離れている七瀬が聞いても判るくらいに皆守の声は眠気を帯びていて、口を開くたびに適当になっている。反対に、葉佩の声音は生き生きとしていく。
 

「皆守といるところに価値が生まれるっていうか、なんていうか。一緒にいなきゃだめっていうか……例えば授業中、暇で暇でしょうがなくても、皆守が頬杖ついてる状態からがくんって頭が前のめりになった瞬間見ただけで幸せな気持ちになるっていうか。授業に出てよかったなあって思うんだよ」
「……ああ、そうかそうか」
「最近じゃあ、次の授業はかったるいから屋上行く、とかマミーズ行くとか俺に言ってくるようになったじゃんか。あれも付いてきて欲しいんだろうなあとか思うと、懐かない猫が俺の膝の上にだけは乗ってくれるみたいな嬉しさがあるってつうか……」
 

皆守の相槌がなくなっても、葉佩は口を閉じなかった。
どうせあちらからは見えないのだしと、七瀬は今度は堂々と二人の後ろ姿を見つめる。癖っ毛の髪が葉佩の肩にもたれていた。きっと眠りについたのだろう。他人の横で眠ったことのない七瀬は、その体勢で眠る心境を知りたくなった。
 

「俺は高校に通わずにトレジャーハンターになったことを後悔してないよ。でも、やっぱりどこか憧れていたんだろうな。今すっごい楽しい。
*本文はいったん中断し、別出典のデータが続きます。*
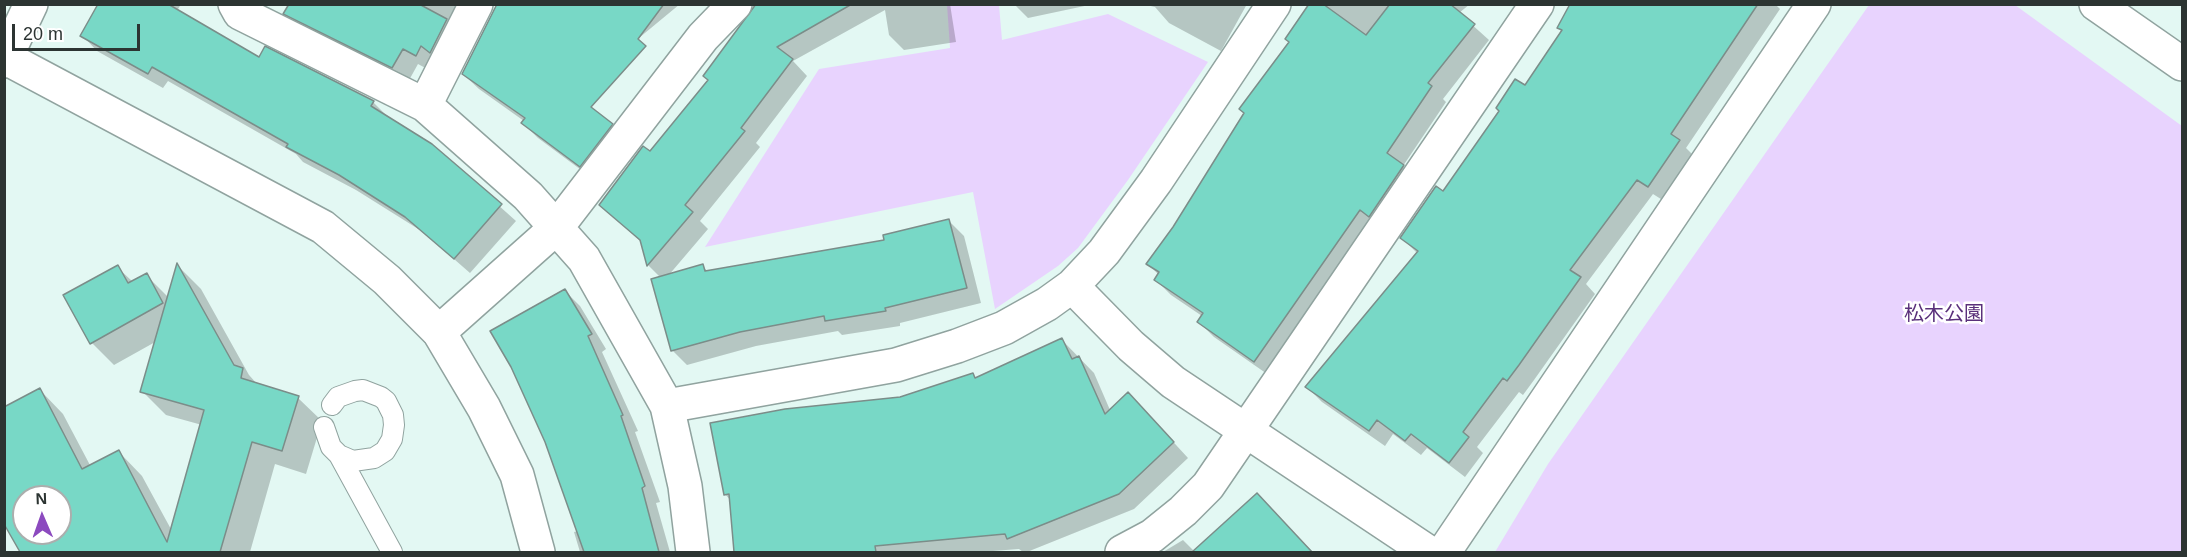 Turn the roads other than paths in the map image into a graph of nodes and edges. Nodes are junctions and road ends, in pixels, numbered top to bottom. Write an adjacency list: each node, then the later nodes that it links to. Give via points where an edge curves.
1 (31, 4): 9 (street)
2 (236, 4): 11 (street, via 240,13)
3 (476, 4): 11 (street)
4 (735, 4): 12 (street, via 703,37)
5 (1274, 4): 13 (street, via 1150,190 1104,252)
6 (1537, 4): 18 (street)
7 (1814, 4): 25 (street)
8 (2096, 4): 10 (street)
9 (5, 59): 14 (street, via 323,227 387,280)
10 (2182, 64)
11 (425, 105): 12 (street)
12 (558, 227): 14 (street); 16 (street, via 584,259)
13 (1072, 286): 16 (street, via 1004,328 896,365); 18 (street, via 1173,382)
14 (439, 332): 21 (street, via 484,408 517,475)
15 (332, 405): 19 (lane, via 346,393 363,390 386,401 393,416 392,440 385,451 374,458 352,461)
16 (667, 406): 22 (street, via 685,486)
17 (324, 427): 19 (lane, via 327,441)
18 (1247, 432): 23 (street, via 1191,503 1152,536); 24 (street)
19 (339, 455): 20 (lane)
20 (392, 552)
21 (538, 552)
22 (693, 552)
23 (1122, 552)
24 (1428, 552)
25 (1444, 552)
なんでもないホームルームとか、体育のリレーとか、体育祭の準備とか。他クラスの奴の噂とか、下級生に先輩って呼ばれるのとか。やっちーと夜にコートでテニスのラリーするのも、お前とこうしてさぼってるのだって楽しい」
 

皆守からは規則正しいゆっくりとした寝息しか返って来ないにも関わらず、延々と葉佩はしゃべり続けている。声量を落としてはいるが、滑舌がよいためはっきりと聞き取れていしまう。七瀬は盗み聞いている疾しさを覚えた。が、耳を澄ますのをやめられなかった。筆力のある作家の物語を読むのを途中で止められないように、葉佩が何を言うのか最後まで聞いていたかった。
 

「もうさ、最近ずっと、皆守はあのつまらなさそうな顔をしなくなっただろ。俺はそれがすっげえ嬉しい。もういいやって、諦めるのも冷めるのもホントのホントの爺さんになってからでいいだろ。俺は卒業までここには入れないだろうけど。ずっとこれが続かないってわかってるけど。……いや、わかってるからかな。
 ―――皆守と仲良くなれてよかったよ」
 

一際優しい声で葉佩がつぶやく。七瀬はなぜか止めていた呼吸を思い出し、大きく息を吸った。そして吐き出した後、じわりと暖かくなった胸にあった思いは、自分はそう遠くない日、というよりも数日の内に葉佩にここの鍵を渡すだろうということ。そして、恥ずかしくてあまり人に配ることをしなかったプリクラもあげてしまうだろうという予感だった。葉佩から教えてもらいたいことが、たった数分の間に膨れ上がってしまった。
 

ノンフィクションであるのが自分の人生だけならば。
だったら読んでいるだけじゃなく、自分だって仲間と冒険がしたい。
七瀬はじっと、自分の震える指先を見つめた。